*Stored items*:
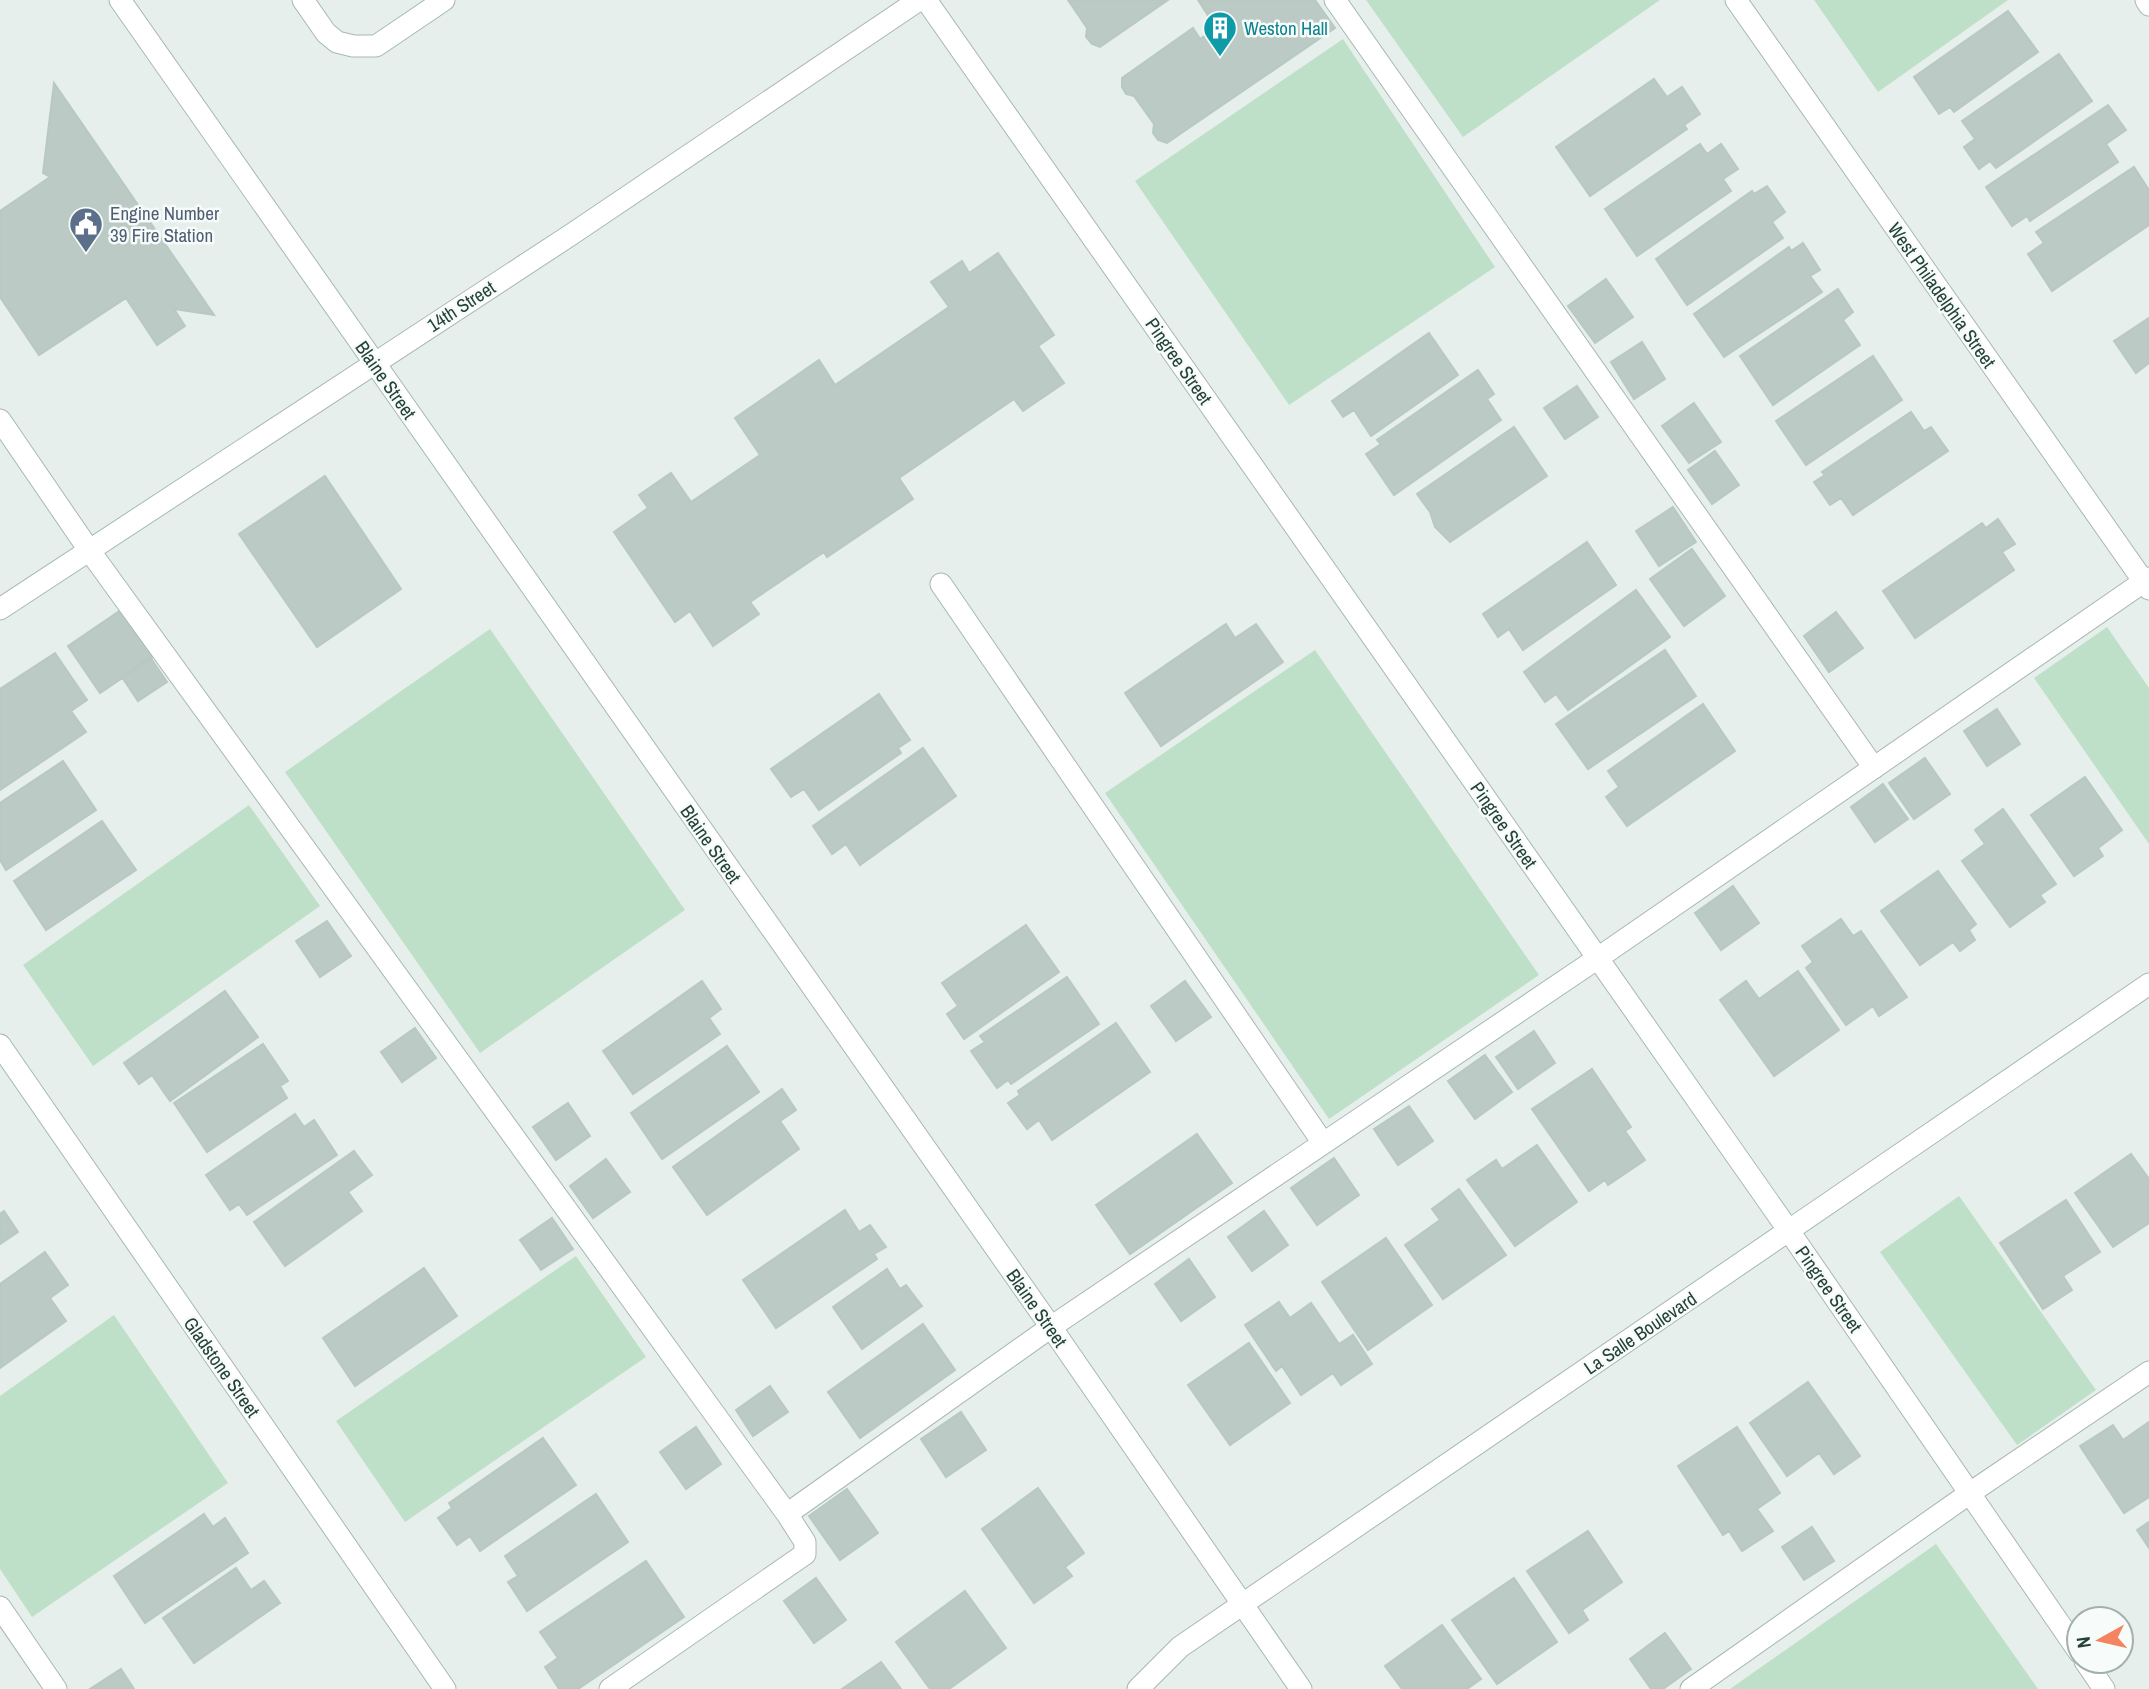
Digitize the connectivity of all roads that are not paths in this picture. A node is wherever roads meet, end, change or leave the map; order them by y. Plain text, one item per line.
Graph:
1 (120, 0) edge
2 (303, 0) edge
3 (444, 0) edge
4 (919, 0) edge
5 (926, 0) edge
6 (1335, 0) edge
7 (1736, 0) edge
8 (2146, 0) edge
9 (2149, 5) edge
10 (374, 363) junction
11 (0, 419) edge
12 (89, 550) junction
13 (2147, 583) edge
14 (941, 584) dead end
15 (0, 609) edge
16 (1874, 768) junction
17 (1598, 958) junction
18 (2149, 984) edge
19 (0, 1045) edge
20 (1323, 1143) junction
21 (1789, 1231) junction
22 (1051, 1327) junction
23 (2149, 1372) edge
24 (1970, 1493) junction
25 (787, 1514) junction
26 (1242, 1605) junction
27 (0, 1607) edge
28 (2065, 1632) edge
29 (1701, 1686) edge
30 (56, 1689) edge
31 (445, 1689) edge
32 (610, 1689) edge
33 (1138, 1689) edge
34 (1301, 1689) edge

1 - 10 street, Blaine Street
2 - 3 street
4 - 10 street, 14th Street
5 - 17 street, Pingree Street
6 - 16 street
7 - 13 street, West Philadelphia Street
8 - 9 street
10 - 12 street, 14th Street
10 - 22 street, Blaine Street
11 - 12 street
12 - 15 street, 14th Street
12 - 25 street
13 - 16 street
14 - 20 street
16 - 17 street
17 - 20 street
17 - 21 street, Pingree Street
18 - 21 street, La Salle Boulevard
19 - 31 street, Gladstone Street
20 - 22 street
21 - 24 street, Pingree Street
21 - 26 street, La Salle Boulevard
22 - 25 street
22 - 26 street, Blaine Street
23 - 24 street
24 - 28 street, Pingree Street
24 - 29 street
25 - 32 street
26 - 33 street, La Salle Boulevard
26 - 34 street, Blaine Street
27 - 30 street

==

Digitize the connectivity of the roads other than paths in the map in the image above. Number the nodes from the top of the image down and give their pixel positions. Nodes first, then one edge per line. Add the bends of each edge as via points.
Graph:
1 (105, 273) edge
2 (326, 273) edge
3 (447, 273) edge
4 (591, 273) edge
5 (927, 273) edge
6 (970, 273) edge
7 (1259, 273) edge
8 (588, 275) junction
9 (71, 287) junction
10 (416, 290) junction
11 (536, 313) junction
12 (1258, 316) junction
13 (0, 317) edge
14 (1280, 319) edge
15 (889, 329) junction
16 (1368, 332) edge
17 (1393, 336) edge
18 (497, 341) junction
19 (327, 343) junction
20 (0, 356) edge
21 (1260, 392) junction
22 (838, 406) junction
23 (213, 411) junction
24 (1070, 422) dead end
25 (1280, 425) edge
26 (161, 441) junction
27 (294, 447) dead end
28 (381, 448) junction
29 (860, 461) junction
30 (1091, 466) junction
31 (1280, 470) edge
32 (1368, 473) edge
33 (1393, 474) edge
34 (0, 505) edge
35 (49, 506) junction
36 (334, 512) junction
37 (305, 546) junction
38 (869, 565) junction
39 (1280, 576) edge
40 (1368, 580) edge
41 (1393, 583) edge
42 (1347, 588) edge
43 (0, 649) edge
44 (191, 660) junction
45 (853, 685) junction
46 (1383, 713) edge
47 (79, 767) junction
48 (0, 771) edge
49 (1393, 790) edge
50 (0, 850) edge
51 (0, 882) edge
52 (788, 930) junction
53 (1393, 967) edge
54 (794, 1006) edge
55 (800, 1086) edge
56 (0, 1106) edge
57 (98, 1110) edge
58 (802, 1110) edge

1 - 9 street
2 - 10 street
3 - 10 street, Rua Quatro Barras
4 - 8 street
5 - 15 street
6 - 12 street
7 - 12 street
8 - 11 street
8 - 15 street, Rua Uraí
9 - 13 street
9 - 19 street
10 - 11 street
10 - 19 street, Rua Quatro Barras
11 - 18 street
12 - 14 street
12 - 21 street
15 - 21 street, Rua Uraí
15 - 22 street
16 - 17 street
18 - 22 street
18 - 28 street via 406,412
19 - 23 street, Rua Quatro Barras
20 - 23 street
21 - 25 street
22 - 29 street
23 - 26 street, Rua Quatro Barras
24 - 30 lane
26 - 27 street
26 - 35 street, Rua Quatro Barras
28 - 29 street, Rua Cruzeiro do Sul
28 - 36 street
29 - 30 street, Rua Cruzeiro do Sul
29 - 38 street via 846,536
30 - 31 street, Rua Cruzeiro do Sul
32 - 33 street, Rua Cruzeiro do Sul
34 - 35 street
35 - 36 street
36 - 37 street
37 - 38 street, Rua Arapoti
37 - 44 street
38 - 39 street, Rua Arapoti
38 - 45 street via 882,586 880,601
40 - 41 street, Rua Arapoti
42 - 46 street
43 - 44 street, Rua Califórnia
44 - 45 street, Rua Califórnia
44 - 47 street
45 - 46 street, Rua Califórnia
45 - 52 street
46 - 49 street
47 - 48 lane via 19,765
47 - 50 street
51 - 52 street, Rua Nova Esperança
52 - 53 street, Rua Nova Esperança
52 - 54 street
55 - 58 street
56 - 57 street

--

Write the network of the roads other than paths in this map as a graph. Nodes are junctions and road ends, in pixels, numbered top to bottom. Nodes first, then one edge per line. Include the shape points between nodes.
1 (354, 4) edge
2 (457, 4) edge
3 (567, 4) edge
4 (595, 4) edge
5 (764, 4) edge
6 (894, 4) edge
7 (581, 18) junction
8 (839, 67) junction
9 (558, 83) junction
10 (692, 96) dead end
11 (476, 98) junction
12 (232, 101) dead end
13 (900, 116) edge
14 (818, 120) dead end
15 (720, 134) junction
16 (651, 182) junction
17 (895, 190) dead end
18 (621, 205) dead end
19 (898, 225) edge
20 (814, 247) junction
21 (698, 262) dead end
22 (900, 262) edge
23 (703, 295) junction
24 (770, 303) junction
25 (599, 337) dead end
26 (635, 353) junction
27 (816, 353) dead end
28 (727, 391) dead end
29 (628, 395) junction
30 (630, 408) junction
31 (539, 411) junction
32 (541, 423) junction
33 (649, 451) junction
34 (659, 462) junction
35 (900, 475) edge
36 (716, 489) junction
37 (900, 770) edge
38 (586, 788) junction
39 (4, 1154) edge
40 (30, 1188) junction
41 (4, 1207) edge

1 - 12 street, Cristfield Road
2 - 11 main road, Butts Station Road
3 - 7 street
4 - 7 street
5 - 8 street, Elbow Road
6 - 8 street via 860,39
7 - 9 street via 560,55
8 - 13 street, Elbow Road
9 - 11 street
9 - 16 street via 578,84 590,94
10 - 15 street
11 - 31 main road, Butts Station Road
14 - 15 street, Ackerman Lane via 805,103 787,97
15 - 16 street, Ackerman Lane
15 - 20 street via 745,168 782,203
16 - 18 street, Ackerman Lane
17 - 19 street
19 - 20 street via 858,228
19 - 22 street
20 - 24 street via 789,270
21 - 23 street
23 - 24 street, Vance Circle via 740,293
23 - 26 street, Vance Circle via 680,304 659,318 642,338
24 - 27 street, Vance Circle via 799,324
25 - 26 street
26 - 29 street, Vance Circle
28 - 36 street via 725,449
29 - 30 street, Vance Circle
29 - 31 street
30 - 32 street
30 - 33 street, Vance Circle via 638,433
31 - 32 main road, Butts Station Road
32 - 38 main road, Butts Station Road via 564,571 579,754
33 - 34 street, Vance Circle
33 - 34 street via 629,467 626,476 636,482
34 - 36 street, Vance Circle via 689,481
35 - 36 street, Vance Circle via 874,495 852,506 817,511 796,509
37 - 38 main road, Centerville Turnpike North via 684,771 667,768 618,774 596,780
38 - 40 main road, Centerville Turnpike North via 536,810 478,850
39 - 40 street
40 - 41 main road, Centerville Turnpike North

*What the task requires*:
In the records above, how many lines contain the word "Arapoti"? Say only the number.

*Result of this exercise*:
3